Back in Oct of 2014 I was walking from our studio on Granville Island over to the market to grab a snack when I noticed diggers working in one of the parking lots.  It turned out they were putting in new lamp posts and needed to dig several feet down.  I went over to take a look and noticed chunks of  clay amongst the piles of shell and sand.  Granville Island used to be a sandbar that was used for fishing and harvesting shell fish.http://granvilleislandworks.com/about/history-of-granville-island
We already use a clay (slip) glaze made from clay we dug out in the Fleetwood area of Surrey so I've been on the lookout on G.I. for several years. Unfortunately, the maintenance crew never seemed to dig low enough to strike clay.
I took a little piece and worked it a bit in my hands as I walked to the shop where Don Hutchinson was working.  He spent much of his career sourcing and testing local materials all across Canada but mostly British Columbia so I figured he'd be a good person to consult.  We both determined it looked very promising so I went back and gathered a few bags of the cleanest pieces I could find over the next few days.
Doing small tests is the best method to proceed so over the last year and a bit we've been working to come up with a recipe that will give us a good melt and a surface free from crazing.  The hardest part has been screening out all the sticks, sand, rocks and shells.  Lot's of shells! We are very pleased with the results so far.  It has a satiny, soap stone like surface and fires from a blue gray to this more beige brown.  I look forward to seeing how and if it changes depending on location in the kiln, thickness and in it's proximity to other glazes.  We currently have a decent supply but I have friends in the maintenance dept. on the lookout for me if they ever stick in to anymore. 
Mug with G.I. clay glaze and a lip dip of ash glaze.  The ash glaze is made using apple wood ash from the Sand Bar Restaurant on Granville Island.
The pendant is the brown version of the G.I. clay.

Thursday, June 14, 2012


(robots battling planned obsolescence) 

Clay robots have been marching about in my mind for many years now.  I see them as a natural progression from Fantastic Service and the rocketship series.  With encouragement from friends I realized it was time to get them out of my head and into reality. The idea here is to tell the stories of brave robots that have desperately attempted to stay relevant in our world of almost instantly obsolete technology by scavenging parts drilling new ports and hoarding potentially use full bits.
This post is little glimpse into the production of the first 2 characters off my small assembly line. 
All parts are thrown with a grogged cone 6 B-mix.  The main head shape was a large closed off form cut in half.
Silent but extremely observant.
Making the holes and ports with 10 to 15 % shrinkage in mind was a bit of a challenge.
Thinking about what tech elements to add and why has proven to be one of my favorite parts of the process.
Glazed and ready to be fired.
Gluing the bits in place.
Somewhat terrifying rear view.
When I find the right venue for a show I will let you know.  Suggestions welcome.  These two are currently available for purchase at the Kingsmill shop on Granville Island.

Monday, March 5, 2012

Pretty pictures of the potters pottering about.
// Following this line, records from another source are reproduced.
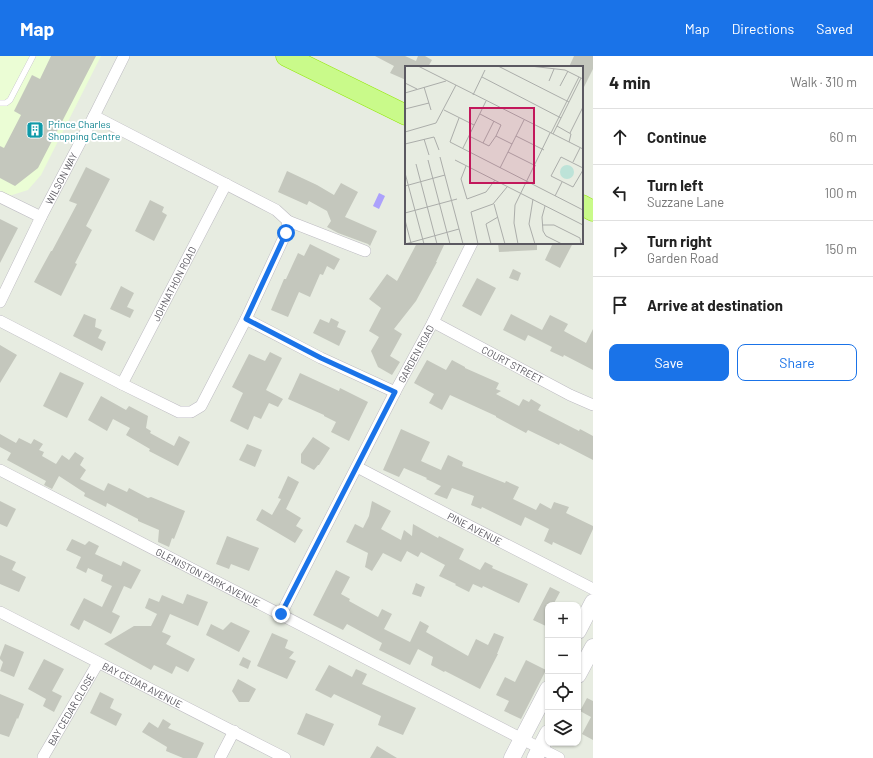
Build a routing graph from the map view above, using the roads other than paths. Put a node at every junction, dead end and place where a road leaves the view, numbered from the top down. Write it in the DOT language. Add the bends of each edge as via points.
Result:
graph roads {
  1 [pos="33,56"];
  2 [pos="124,56"];
  3 [pos="286,56"];
  4 [pos="0,103"];
  5 [pos="405,115"];
  6 [pos="94,116"];
  7 [pos="226,184"];
  8 [pos="0,197"];
  9 [pos="583,206"];
  10 [pos="593,211"];
  11 [pos="41,217"];
  12 [pos="288,221"];
  13 [pos="472,244"];
  14 [pos="366,251"];
  15 [pos="0,302"];
  16 [pos="246,319"];
  17 [pos="0,320"];
  18 [pos="433,322"];
  19 [pos="122,384"];
  20 [pos="395,392"];
  21 [pos="593,405"];
  22 [pos="357,467"];
  23 [pos="0,470"];
  24 [pos="593,588"];
  25 [pos="593,602"];
  26 [pos="0,612"];
  27 [pos="281,614"];
  28 [pos="581,625"];
  29 [pos="593,647"];
  30 [pos="98,663"];
  31 [pos="579,674"];
  32 [pos="545,695"];
  33 [pos="234,731"];
  34 [pos="545,738"];
  35 [pos="522,739"];
  36 [pos="537,753"];
  37 [pos="43,757"];
  38 [pos="220,758"];
  39 [pos="285,758"];
  40 [pos="512,758"];
  41 [pos="559,758"];
  1 -- 4 [label="lane" via="10,100 6,104"];
  2 -- 6 [label="street, WILSON WAY"];
  3 -- 5 [label="highway"];
  6 -- 7 [label="street"];
  6 -- 11 [label="street, WILSON WAY"];
  7 -- 12 [label="street" via="276,210"];
  7 -- 19 [label="street, JOHNATHON ROAD"];
  8 -- 11 [label="street"];
  9 -- 10 [label="highway"];
  11 -- 15 [label="street, WILSON WAY"];
  12 -- 14 [label="street"];
  12 -- 16 [label="street" via="286,233"];
  13 -- 18 [label="street, GARDEN ROAD"];
  16 -- 19 [label="street" via="201,406 191,412 179,412"];
  16 -- 20 [label="street" via="321,358"];
  17 -- 19 [label="street"];
  18 -- 20 [label="street, GARDEN ROAD"];
  18 -- 21 [label="street, COURT STREET"];
  20 -- 22 [label="street, GARDEN ROAD"];
  22 -- 24 [label="street, PINE AVENUE"];
  22 -- 27 [label="street, GARDEN ROAD"];
  23 -- 27 [label="street, GLENISTON PARK AVENUE"];
  25 -- 28 [label="main road"];
  26 -- 30 [label="street, BAY CEDAR AVENUE"];
  27 -- 35 [label="street, GLENISTON PARK AVENUE"];
  29 -- 31 [label="main road"];
  30 -- 33 [label="street, BAY CEDAR AVENUE"];
  30 -- 37 [label="street, BAY CEDAR CLOSE"];
  32 -- 35 [label="main road"];
  33 -- 38 [label="street"];
  33 -- 39 [label="street, BAY CEDAR AVENUE"];
  34 -- 36 [label="main road"];
  35 -- 36 [label="street, GLENISTON PARK AVENUE"];
  35 -- 40 [label="main road"];
  36 -- 41 [label="street"];
}
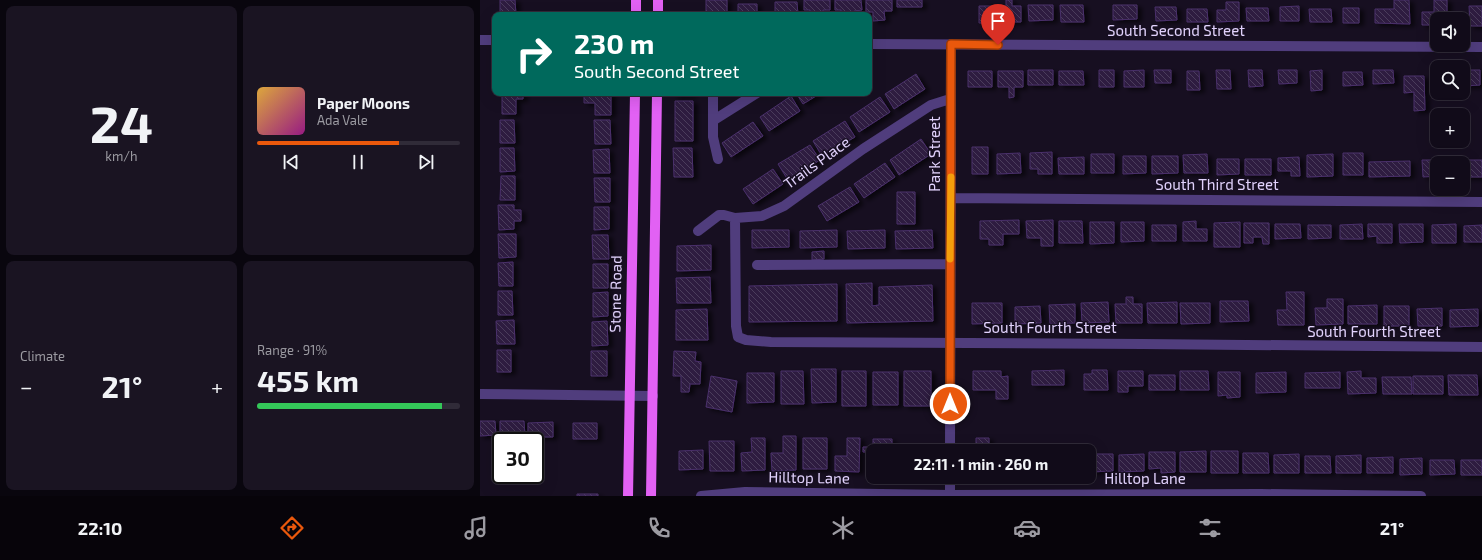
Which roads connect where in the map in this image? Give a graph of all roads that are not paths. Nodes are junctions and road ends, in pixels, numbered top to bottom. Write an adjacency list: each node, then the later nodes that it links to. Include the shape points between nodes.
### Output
1 (636, 0): 3 (main road)
2 (658, 0): 4 (main road)
3 (636, 12)
4 (658, 12)
5 (480, 40): 6 (street)
6 (492, 40)
7 (872, 44): 8 (street, South Second Street)
8 (951, 44): 9 (street, South Second Street); 14 (street, Park Street)
9 (1482, 47)
10 (635, 96): 26 (main road, Stone Road)
11 (656, 96): 27 (main road)
12 (713, 96): 15 (street)
13 (752, 96): 15 (street)
14 (950, 99): 17 (street, Park Street); 19 (street, Trails Place, via 931,105 862,149 784,206 762,216)
15 (714, 120): 16 (street, via 713,137)
16 (718, 159)
17 (951, 198): 18 (street, South Third Street); 21 (street, Park Street)
18 (1482, 202)
19 (735, 218): 20 (street, Trails Place, via 719,215); 23 (street, South Fourth Street, via 738,337 756,342)
20 (698, 231)
21 (950, 264): 22 (street); 23 (street, Park Street)
22 (757, 265)
23 (950, 343): 24 (street, South Fourth Street); 28 (street, Park Street)
24 (1482, 347)
25 (480, 394): 26 (street)
26 (630, 396): 27 (street); 31 (main road, Stone Road)
27 (653, 396): 32 (main road)
28 (950, 444)
29 (950, 484): 30 (street)
30 (950, 495): 33 (street, Hilltop Lane, via 745,492); 34 (street, Hilltop Lane)
31 (628, 496)
32 (651, 496)
33 (701, 496)
34 (1421, 496)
I meant to do this post back in January, but I got busy with all of the other things that January got full of. Two lovely photographers, Ester Bueno and our friend Adele Thomas both asked if they could come by while we were at the Kingsmill Shop and take pictures of us working. Ester is working on a project photographing all kinds of artists and artisans in their workspaces and Adele is doing a project called My 366 Project where she has challenged herself to post a picture a day for a year.
Here is Adele's picture of us, we were January 4th:

We met Adele and her partner Carlo Ricci through Keith's brother Carson who volunteered with them at Pisco Sin Fronteras in Peru. They both do wonderful photography and film. They made the video on the Pisco homepage. Carson thought we'd get along because we are all the kind of crazy that thinks living for months on the road in an intermittently reliable old orange VW is an excellent way to go travelling, and he was right! They did 50,000 kms from South America to Vancouver and documented it gorgeously on their sites as "The Long Way Up".

Ester Bueno came in over a couple of days and photographed both of us as we worked. It was a good way to get your picture taken, I thought. Just ignore the camera and keep working! It's interesting to see your process afterwards through someone else's eyes. I am so glad she caught that awesome trimming spiral and I'm eagerly looking forward to seeing her pictures of other artisans at work.

Keith working on a pierced vase form

 Keith attaching legs to a rocketship sugar jar.

Carole trimming a bowl.

Carole trimming a bowl.

We are at the Kingsmill Shop for a couple more days, until the 7th, please drop and say "hi" if you're down on Granville Island!

Monday, September 5, 2011

CABC Auction

The Crafts Association of BC is hosting it's annual fundraising event in support of educational and regional programing for artists by hosting a 1920's style party and craft auction.
Check out the CABC homepage for details and ticket info.
There are over 70 pieces in the auction, beautiful works from artists all over the province, including this piece of Keith's.
Ishihara Platter by Keith Lehman

Bob Kingsmill, Don Hutchinson and Darlene Nairne from the Kingmill Shop also have pieces in the auction. You can see the whole gallery here.

Keith is at the shop until the 7th, so pop in and say 'hi' if you are down on the Island.

Friday, July 22, 2011

Upcoming Summer Events

We have markets and festivals coming up fast! It's non-stop glazing, firing, ware and drum-making time down here at the ol' Poplar Studio!
First up: The Harmony Arts Festival. It runs: Friday, July 29 from 4–9 and  Saturday, July 30; Sunday, July 31  and Monday, August 1 from 10–9. We will be in booth #11, sharing with jeweller Marnie Burton.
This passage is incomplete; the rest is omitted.